Exercise brief: If a line in the material below has the string "turn", copy it out.

=-=-=

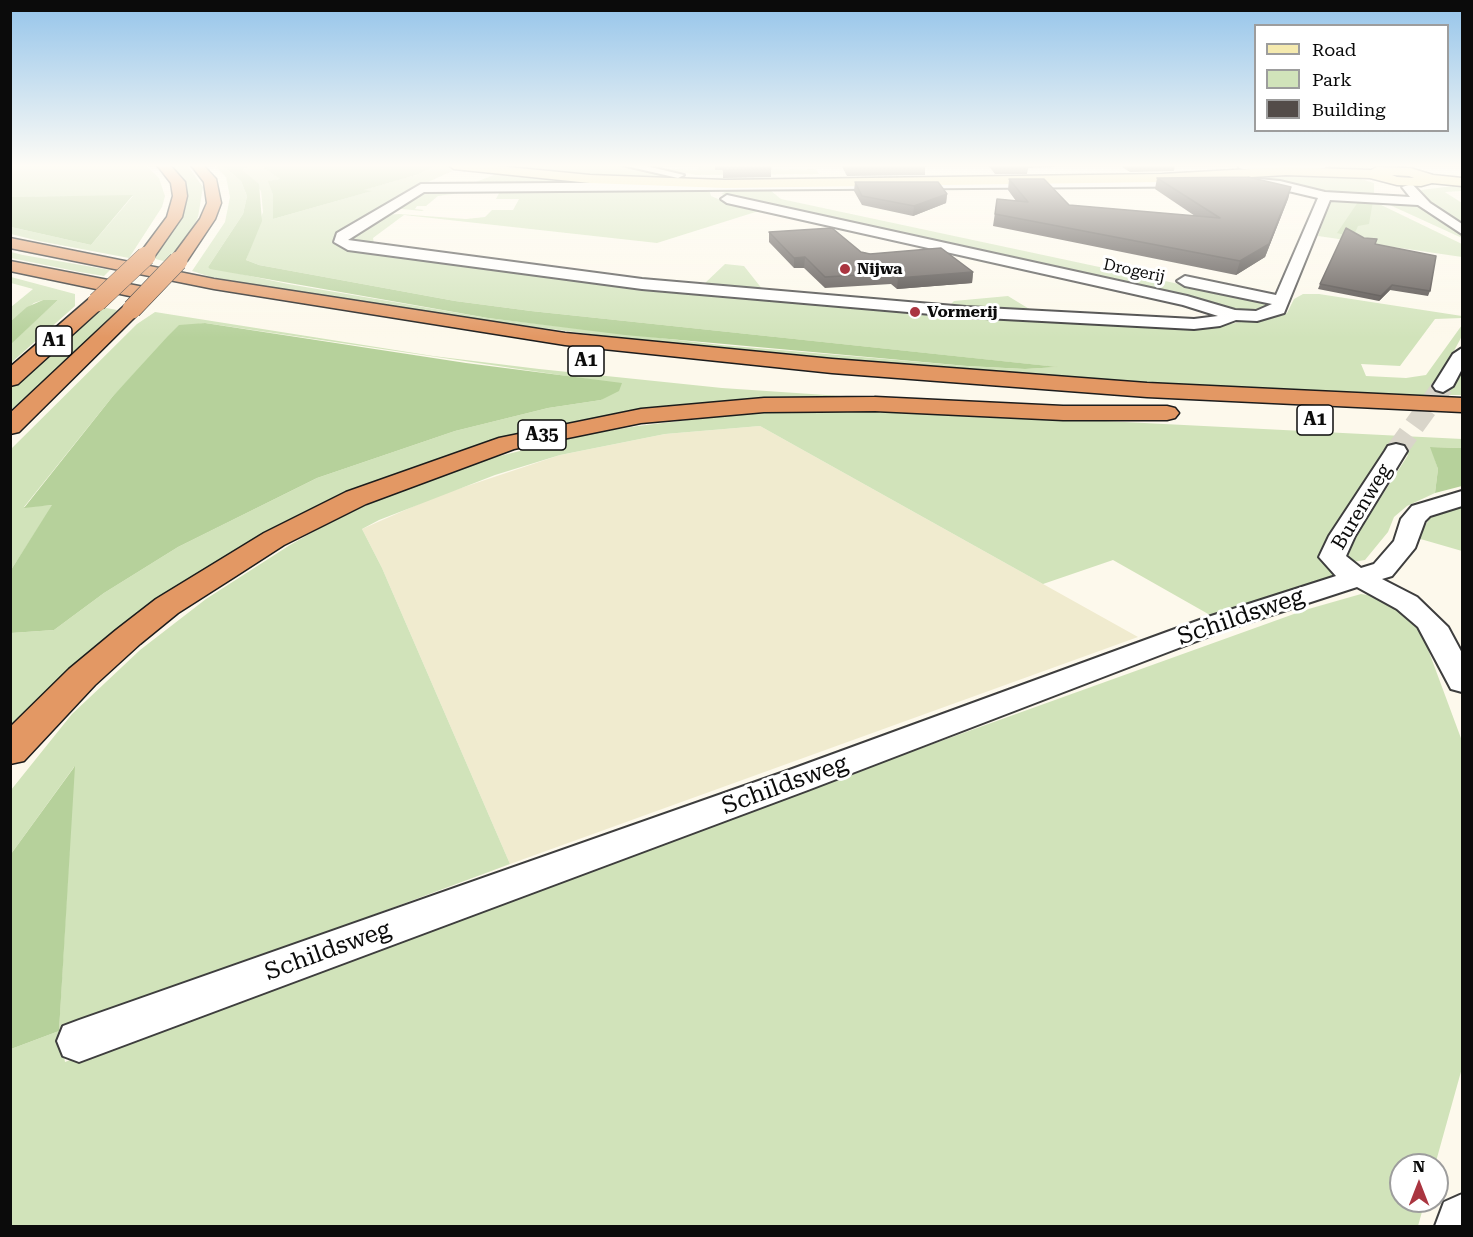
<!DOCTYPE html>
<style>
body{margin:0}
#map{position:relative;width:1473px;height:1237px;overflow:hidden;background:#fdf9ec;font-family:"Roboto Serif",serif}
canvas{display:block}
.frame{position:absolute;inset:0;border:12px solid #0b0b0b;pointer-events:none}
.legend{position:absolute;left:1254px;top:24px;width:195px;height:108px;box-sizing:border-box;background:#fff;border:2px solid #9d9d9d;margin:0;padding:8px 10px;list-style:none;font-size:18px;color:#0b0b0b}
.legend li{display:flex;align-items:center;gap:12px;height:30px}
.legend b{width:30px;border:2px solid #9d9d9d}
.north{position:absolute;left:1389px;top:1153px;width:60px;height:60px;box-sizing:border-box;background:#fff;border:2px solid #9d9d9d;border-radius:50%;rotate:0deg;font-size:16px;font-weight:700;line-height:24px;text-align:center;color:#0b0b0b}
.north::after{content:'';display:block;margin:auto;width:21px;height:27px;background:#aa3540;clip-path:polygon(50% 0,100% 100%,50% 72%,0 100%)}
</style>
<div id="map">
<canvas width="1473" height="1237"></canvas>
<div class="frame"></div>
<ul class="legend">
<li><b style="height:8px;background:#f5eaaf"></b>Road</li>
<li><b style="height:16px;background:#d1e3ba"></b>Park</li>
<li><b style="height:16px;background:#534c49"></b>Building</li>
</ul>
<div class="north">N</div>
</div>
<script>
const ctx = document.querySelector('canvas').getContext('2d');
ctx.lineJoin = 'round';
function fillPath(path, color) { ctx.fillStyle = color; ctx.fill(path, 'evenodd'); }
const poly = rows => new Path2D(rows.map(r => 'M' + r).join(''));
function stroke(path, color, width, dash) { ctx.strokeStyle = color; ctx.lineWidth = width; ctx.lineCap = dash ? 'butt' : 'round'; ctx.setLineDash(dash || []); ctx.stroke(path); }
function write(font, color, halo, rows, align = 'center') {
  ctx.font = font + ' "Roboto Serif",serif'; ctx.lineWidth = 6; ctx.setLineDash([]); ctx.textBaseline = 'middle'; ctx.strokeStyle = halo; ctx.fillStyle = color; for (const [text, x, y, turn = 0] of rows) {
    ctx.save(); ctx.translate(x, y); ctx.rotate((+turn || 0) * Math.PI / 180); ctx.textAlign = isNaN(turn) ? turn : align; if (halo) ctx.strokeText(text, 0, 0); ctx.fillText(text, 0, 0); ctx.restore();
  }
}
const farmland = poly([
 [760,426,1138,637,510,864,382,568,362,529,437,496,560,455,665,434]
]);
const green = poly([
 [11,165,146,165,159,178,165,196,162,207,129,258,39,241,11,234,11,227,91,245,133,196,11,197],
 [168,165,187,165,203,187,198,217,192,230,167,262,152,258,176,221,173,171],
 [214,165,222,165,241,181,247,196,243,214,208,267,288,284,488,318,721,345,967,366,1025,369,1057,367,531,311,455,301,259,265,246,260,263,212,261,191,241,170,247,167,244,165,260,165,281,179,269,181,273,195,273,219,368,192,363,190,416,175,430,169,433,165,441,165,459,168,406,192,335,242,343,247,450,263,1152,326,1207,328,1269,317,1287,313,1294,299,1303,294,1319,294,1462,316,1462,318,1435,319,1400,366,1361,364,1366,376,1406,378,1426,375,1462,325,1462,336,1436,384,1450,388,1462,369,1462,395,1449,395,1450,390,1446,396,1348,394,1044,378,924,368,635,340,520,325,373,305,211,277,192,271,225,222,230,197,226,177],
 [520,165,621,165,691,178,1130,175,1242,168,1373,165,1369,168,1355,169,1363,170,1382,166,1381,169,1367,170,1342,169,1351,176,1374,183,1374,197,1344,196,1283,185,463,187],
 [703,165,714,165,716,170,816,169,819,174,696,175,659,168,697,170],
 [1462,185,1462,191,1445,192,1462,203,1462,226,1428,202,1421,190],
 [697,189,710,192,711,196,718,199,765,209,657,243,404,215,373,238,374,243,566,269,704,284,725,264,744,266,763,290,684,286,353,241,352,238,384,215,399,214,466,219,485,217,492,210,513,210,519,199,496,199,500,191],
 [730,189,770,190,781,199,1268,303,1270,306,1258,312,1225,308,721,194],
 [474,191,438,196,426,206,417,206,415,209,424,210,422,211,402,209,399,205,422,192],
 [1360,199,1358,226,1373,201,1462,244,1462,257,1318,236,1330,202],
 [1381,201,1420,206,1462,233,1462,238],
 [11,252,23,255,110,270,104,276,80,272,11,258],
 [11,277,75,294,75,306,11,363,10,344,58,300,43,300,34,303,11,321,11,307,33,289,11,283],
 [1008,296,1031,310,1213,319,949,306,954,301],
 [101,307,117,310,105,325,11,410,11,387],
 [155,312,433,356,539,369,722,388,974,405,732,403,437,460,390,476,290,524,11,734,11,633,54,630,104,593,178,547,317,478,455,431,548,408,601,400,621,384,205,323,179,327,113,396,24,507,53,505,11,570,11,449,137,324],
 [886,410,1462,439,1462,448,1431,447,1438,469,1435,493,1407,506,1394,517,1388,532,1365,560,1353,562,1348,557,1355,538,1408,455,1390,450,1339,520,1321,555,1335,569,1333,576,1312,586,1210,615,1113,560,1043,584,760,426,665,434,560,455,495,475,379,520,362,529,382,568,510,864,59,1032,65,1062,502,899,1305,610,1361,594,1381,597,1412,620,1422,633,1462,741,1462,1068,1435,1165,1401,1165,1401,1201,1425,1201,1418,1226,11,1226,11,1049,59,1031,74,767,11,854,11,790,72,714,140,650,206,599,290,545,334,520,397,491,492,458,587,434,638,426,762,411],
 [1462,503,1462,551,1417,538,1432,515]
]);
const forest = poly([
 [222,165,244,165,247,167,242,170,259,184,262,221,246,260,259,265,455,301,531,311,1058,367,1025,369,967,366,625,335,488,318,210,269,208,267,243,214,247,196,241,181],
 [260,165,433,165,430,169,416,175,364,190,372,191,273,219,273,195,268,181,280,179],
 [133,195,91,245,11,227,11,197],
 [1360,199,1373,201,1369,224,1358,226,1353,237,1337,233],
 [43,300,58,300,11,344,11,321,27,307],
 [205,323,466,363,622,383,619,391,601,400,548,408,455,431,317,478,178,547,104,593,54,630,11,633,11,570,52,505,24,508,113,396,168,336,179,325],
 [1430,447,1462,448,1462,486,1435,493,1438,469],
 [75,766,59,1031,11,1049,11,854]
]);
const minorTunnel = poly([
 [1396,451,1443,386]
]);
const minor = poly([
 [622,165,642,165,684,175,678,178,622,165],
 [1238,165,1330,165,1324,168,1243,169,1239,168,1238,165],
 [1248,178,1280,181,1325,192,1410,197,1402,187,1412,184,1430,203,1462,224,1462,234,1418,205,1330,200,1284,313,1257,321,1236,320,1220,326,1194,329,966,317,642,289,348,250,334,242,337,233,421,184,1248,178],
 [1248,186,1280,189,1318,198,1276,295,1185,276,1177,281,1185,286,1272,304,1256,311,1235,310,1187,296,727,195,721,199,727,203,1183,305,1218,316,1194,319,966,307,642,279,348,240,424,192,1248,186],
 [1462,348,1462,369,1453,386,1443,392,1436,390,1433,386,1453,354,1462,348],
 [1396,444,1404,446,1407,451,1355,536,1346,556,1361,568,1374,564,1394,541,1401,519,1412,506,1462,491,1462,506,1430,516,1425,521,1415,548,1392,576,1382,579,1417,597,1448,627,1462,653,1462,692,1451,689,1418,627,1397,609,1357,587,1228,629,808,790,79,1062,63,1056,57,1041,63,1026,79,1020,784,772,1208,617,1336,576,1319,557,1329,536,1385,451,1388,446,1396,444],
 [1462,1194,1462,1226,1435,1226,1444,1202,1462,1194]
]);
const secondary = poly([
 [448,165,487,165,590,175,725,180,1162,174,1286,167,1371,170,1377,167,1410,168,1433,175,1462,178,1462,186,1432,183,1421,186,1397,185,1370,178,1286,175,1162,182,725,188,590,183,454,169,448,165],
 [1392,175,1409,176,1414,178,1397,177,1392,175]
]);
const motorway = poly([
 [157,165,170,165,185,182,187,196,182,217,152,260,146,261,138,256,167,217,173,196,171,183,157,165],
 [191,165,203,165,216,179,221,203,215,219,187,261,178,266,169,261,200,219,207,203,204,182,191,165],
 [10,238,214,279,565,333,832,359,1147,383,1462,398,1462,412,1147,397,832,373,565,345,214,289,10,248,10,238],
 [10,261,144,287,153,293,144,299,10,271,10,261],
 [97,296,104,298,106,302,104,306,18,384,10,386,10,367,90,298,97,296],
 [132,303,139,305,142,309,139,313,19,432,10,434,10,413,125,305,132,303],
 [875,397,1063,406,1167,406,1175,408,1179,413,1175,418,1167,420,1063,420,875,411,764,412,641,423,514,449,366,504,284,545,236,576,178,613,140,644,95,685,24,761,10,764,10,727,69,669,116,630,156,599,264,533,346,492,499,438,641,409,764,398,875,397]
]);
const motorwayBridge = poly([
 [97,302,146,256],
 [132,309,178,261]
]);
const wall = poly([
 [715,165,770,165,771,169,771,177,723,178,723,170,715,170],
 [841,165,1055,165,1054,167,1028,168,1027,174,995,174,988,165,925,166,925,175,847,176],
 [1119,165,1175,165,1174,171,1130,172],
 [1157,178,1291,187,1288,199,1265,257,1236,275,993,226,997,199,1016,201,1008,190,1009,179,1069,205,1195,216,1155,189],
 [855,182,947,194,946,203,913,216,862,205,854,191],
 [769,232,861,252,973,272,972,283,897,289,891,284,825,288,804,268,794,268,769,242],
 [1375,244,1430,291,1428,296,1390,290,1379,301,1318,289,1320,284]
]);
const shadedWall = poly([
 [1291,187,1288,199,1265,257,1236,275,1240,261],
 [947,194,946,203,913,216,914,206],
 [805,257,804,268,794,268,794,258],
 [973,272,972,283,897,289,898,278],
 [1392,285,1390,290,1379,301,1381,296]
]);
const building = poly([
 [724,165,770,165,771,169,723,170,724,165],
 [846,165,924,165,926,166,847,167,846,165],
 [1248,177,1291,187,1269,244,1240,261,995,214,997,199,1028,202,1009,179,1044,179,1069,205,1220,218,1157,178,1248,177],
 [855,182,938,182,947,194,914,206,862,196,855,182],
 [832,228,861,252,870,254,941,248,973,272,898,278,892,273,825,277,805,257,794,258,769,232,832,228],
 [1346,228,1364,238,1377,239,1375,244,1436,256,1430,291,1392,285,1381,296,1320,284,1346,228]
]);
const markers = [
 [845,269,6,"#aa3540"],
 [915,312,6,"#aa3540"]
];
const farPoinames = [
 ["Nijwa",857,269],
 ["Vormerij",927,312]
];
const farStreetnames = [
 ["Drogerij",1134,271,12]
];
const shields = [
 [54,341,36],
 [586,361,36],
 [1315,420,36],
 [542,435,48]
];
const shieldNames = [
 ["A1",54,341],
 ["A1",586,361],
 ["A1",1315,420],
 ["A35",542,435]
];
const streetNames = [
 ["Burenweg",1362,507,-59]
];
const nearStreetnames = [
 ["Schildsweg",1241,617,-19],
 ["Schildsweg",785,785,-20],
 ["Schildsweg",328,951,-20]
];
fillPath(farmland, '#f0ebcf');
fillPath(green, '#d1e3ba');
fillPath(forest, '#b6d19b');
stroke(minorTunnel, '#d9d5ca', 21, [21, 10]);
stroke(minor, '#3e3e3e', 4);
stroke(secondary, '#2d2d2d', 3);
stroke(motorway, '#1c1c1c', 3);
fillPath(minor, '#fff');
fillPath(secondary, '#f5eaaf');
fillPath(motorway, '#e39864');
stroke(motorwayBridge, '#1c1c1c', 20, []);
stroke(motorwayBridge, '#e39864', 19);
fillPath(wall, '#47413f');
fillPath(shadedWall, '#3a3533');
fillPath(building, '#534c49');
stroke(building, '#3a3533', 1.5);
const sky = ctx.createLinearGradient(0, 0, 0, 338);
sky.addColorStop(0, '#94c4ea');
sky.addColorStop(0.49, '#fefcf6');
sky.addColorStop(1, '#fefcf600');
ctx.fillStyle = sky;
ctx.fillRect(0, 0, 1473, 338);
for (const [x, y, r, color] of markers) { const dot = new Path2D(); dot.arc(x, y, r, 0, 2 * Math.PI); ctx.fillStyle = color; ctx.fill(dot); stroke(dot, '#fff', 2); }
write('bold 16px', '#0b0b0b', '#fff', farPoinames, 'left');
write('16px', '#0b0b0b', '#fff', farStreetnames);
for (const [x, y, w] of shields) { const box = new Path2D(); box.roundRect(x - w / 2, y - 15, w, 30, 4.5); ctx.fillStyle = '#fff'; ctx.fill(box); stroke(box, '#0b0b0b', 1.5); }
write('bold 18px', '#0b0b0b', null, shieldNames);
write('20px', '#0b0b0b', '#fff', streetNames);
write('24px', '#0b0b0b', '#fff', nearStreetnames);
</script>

=-=-=

Exercise solution:
  ctx.font = font + ' "Roboto Serif",serif'; ctx.lineWidth = 6; ctx.setLineDash([]); ctx.textBaseline = 'middle'; ctx.strokeStyle = halo; ctx.fillStyle = color; for (const [text, x, y, turn = 0] of rows) {
    ctx.save(); ctx.translate(x, y); ctx.rotate((+turn || 0) * Math.PI / 180); ctx.textAlign = isNaN(turn) ? turn : align; if (halo) ctx.strokeText(text, 0, 0); ctx.fillText(text, 0, 0); ctx.restore();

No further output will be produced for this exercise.